I didn’t have much schoolwork with being so new into the semester and all, but I had an essay due in a week that I could work on. With my bag and all my study materials in hand I went back to the living room, dropped into the armchair, and peeled my laptop open. I stared at the blank screen for far too long. Eli brought a cup of hot chocolate, setting it on the dark mahogany coffee table before me.

My concentration was shit at best while I attempted to gather sources and put my thoughts in order.

After another fifteen minutes of staring at the blinking cursor, I asked, “Did you guys know my mom?”

Eli’s leg immediately stopped bouncing, and four heads swiveled in my direction at once. Kieran coughed, though it was clearly fake.

Aaron strode into the room, looking like a personal storm cloud hovered above his head. “Yes,” he said in a biting tone that was more suited to Rafael or Kieran.

Eli shot him a withering glare.

Rafael exhaled harshly before pulling out a cigarette and lighting it. I gave him my own look of disdain. Smoking didn’t bother me, but in this house…the place that my mother adored, it seemed distasteful.

Not that they didn’t all smoke in the basement anyway.

I looked to Aaron first since he seemed like he’d be the most forthcoming. “How did you know her? I’m guessing Romero introduced her to you all, but I don’t remember ever meeting you guys before that night…” My voice trailed off and my cheeks heated.

Kieran’s lips curled into a smirk.

Darren cleared his throat. “It’d really be better if he told you himself—”

Aaron scoffed. “He won’t be able to tell anyone anything for a while if that bastard just stared a turf war. Besides, she deserves to know.”

My stomach flipped nervously. “Know what? How you met my mother?” Confusion laced my tone.

Kieran straightened before nodding once. He hesitated, leveling me with a look that said, Are you sure you want to know?

I bit my lip for a moment. “Just tell me whatever it is you’re all being so cagey about.”

Another beat of hesitant silence, then, “She was a drug runner for Romero way back when.”

My jaw went slack. Every part of me felt like it had been doused in ice water. I couldn’t find my voice for several seconds. I swallowed—or tried to—but the lump in my throat only grew. I tried again, this time succeeding. “She what?” The words were somehow a cross between a whisper and a snarl.

Eli looked nervous, shifting on the couch.

Kieran didn’t seem fazed by my reaction. He continued. “It was marijuana at first.

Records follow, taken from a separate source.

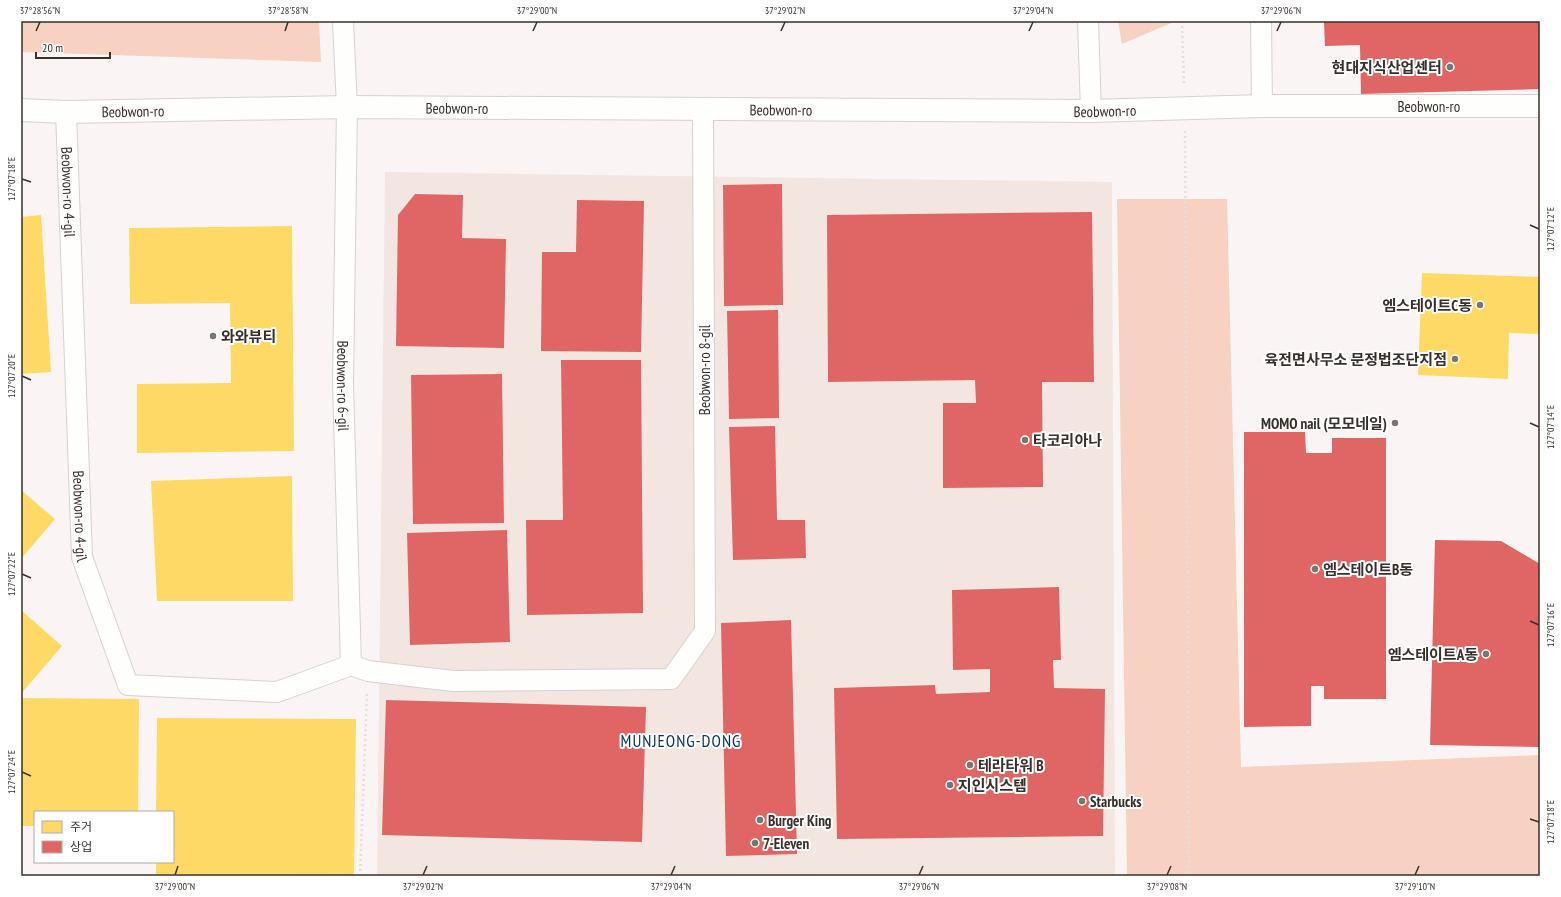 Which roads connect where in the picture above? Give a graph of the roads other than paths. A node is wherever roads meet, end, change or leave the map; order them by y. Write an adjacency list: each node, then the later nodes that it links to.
1 (343, 21): 6 (street, Beobwon-ro 6-gil)
2 (1088, 21): 9 (street)
3 (1261, 21): 4 (street)
4 (1262, 106): 5 (street, Beobwon-ro); 9 (street, Beobwon-ro)
5 (1540, 106)
6 (347, 107): 8 (street, Beobwon-ro); 10 (street, Beobwon-ro); 11 (street, Beobwon-ro 6-gil)
7 (21, 110): 10 (street, Beobwon-ro)
8 (703, 110): 9 (street, Beobwon-ro); 11 (street, Beobwon-ro 8-gil)
9 (1091, 111)
10 (66, 112): 11 (street, Beobwon-ro 4-gil)
11 (360, 668)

She was good at what she did, and Romero promoted her to handling cocaine. Occasionally she’d move product for one of us.”

My blood started to boil. I knew where this was going.

“It wasn’t more than a few weeks when Romero realized she was ingesting more than she was successfully getting over the border. When the time came for him to dole out the only punishment that fit the crime, he found out about you.”

The tips of my fingernails dug into my palms so hard the skin began to break. My body shook with anger.

It was his fault.

He put the drugs in front of her and she became an addict. It’s his fault she never cared for me. She struggled every moment of my life because of him.

I got to my feet, my laptop crashing to the floor. My whole body shook with the rage I only barely kept leashed.

“Romero spared her because of you,” Rafael chimed in, the tendrils of smoke from his cigarette curling like graceful dancers toward the ceiling.

“And when he realized her addiction was too strong to be beaten, even after a decade of being separated from the temptation, he married her. Provided for her, but also kept her clean,” Kieran said, as though that was some sort of consolation for the hell I’d been put through by her problem.

And now I had confirmation that they were never in love. The marriage was born out of guilt. But I couldn’t bring myself to care. He’d lied. Repeatedly.

“She still died because of it,” I snapped, unadulterated hatred coating my veins and penetrating my every cell like a poison. “If he hadn’t put the damn substance in front of her, none of this would have happened.”